[WHAT YOU WILL DO] Among the entries, find the lines with the string "National" and report them.

[RECORDS FOR PROCESSING]

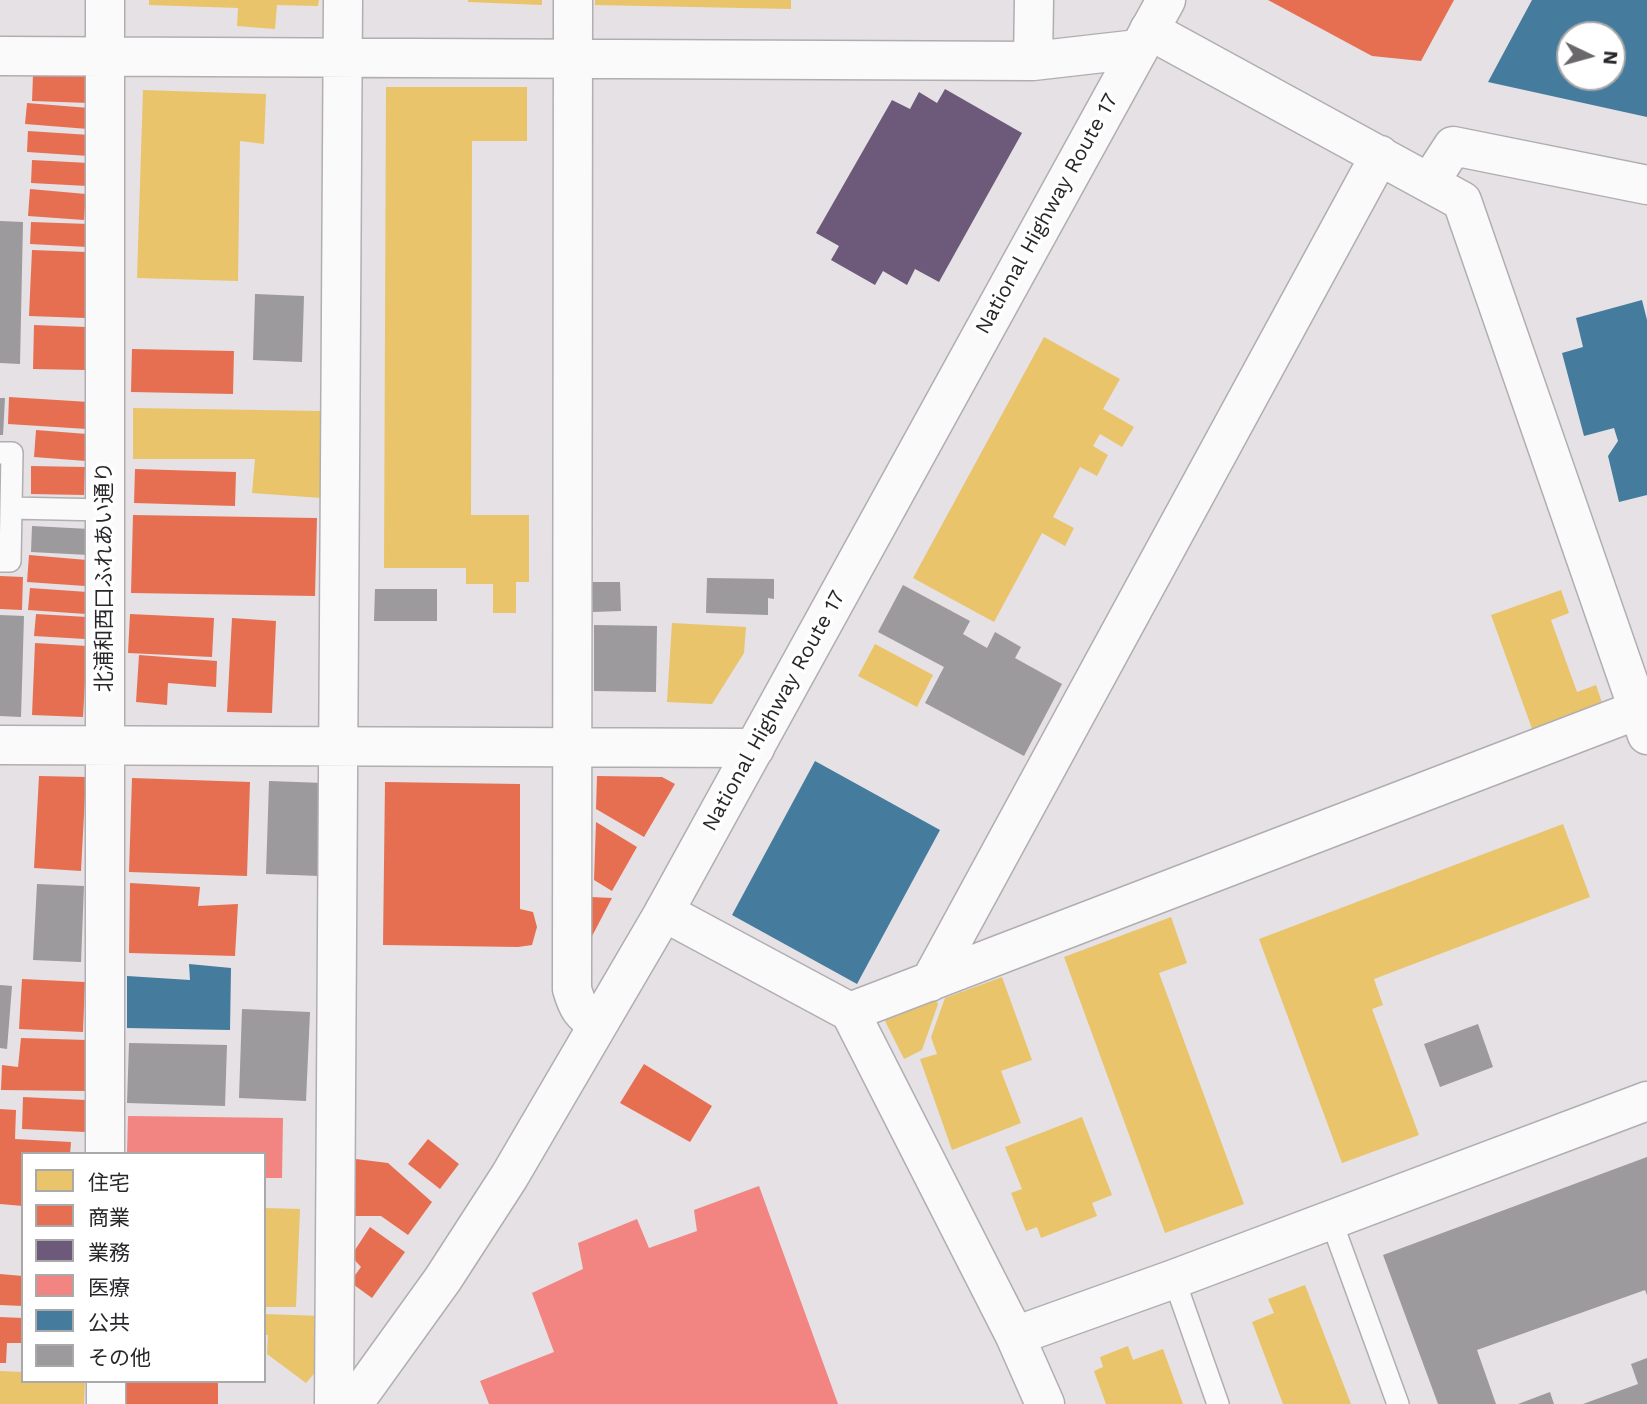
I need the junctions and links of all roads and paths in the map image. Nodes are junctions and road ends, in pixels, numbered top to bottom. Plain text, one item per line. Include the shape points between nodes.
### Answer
1 (105, 0) edge
2 (343, 0) edge
3 (573, 0) edge
4 (1034, 0) edge
5 (1151, 26) edge
6 (0, 56) edge
7 (104, 57) junction
8 (343, 58) junction
9 (573, 59) junction
10 (1033, 61) junction
11 (1380, 155) junction
12 (1429, 183) junction
13 (1647, 185) edge
14 (0, 453) edge
15 (11, 508) junction
16 (105, 510) junction
17 (0, 561) edge
18 (1642, 722) edge
19 (0, 745) edge
20 (105, 745) junction
21 (338, 746) junction
22 (571, 748) junction
23 (755, 748) junction
24 (664, 912) junction
25 (930, 982) junction
26 (850, 1012) junction
27 (598, 1023) junction
28 (1647, 1101) edge
29 (105, 1152) edge
30 (1331, 1220) junction
31 (1174, 1279) junction
32 (1015, 1336) junction
33 (106, 1383) edge
34 (106, 1404) edge
35 (334, 1404) edge
36 (353, 1404) edge
37 (1045, 1404) edge
38 (1218, 1404) edge
39 (1398, 1404) edge

1 - 7 main road, 北浦和西口ふれあい通り
2 - 8 main road
3 - 9 main road
4 - 10 main road
5 - 10 main road
5 - 11 main road
5 - 23 main road, National Highway Route 17
6 - 7 main road
7 - 8 main road
7 - 16 main road, 北浦和西口ふれあい通り
8 - 9 main road
8 - 21 main road
9 - 10 main road
9 - 22 main road
11 - 12 main road
11 - 25 main road
12 - 13 main road via 1453,146
12 - 18 main road via 1462,201
14 - 15 lane via 12,453
15 - 16 lane
15 - 17 lane via 10,561
16 - 20 main road, 北浦和西口ふれあい通り
18 - 25 main road
19 - 20 main road
20 - 21 main road
20 - 29 main road, 北浦和西口ふれあい通り
21 - 22 main road
21 - 35 main road
22 - 23 main road
22 - 27 main road via 572,989 578,1007
23 - 24 main road, National Highway Route 17
24 - 26 main road
24 - 27 main road, National Highway Route 17
25 - 26 main road
26 - 32 main road
27 - 36 main road, National Highway Route 17 via 487,1211
28 - 30 main road
30 - 31 main road
30 - 39 lane
31 - 32 main road
31 - 38 lane
32 - 37 main road
33 - 34 main road

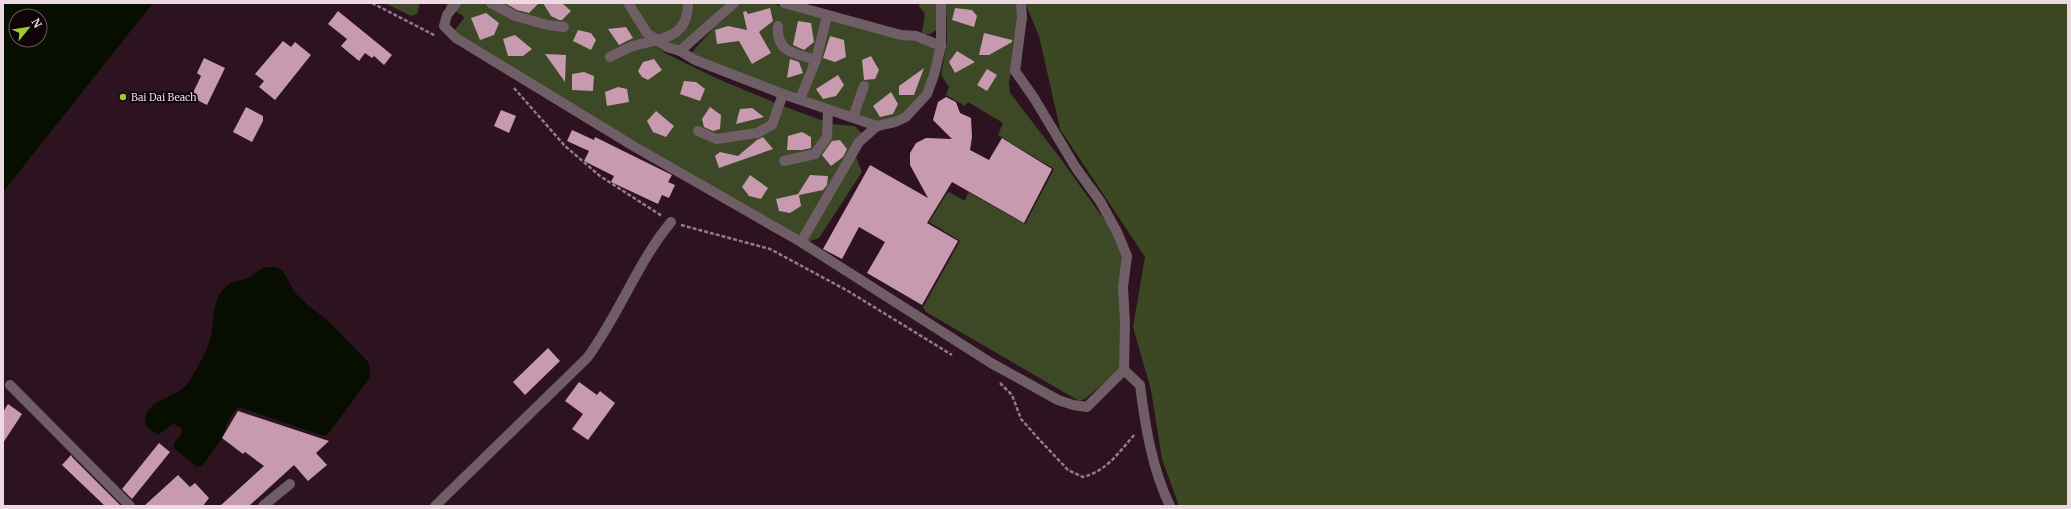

[YOUR SOLUTION]
5 - 23 main road, National Highway Route 17
23 - 24 main road, National Highway Route 17
24 - 27 main road, National Highway Route 17
27 - 36 main road, National Highway Route 17 via 487,1211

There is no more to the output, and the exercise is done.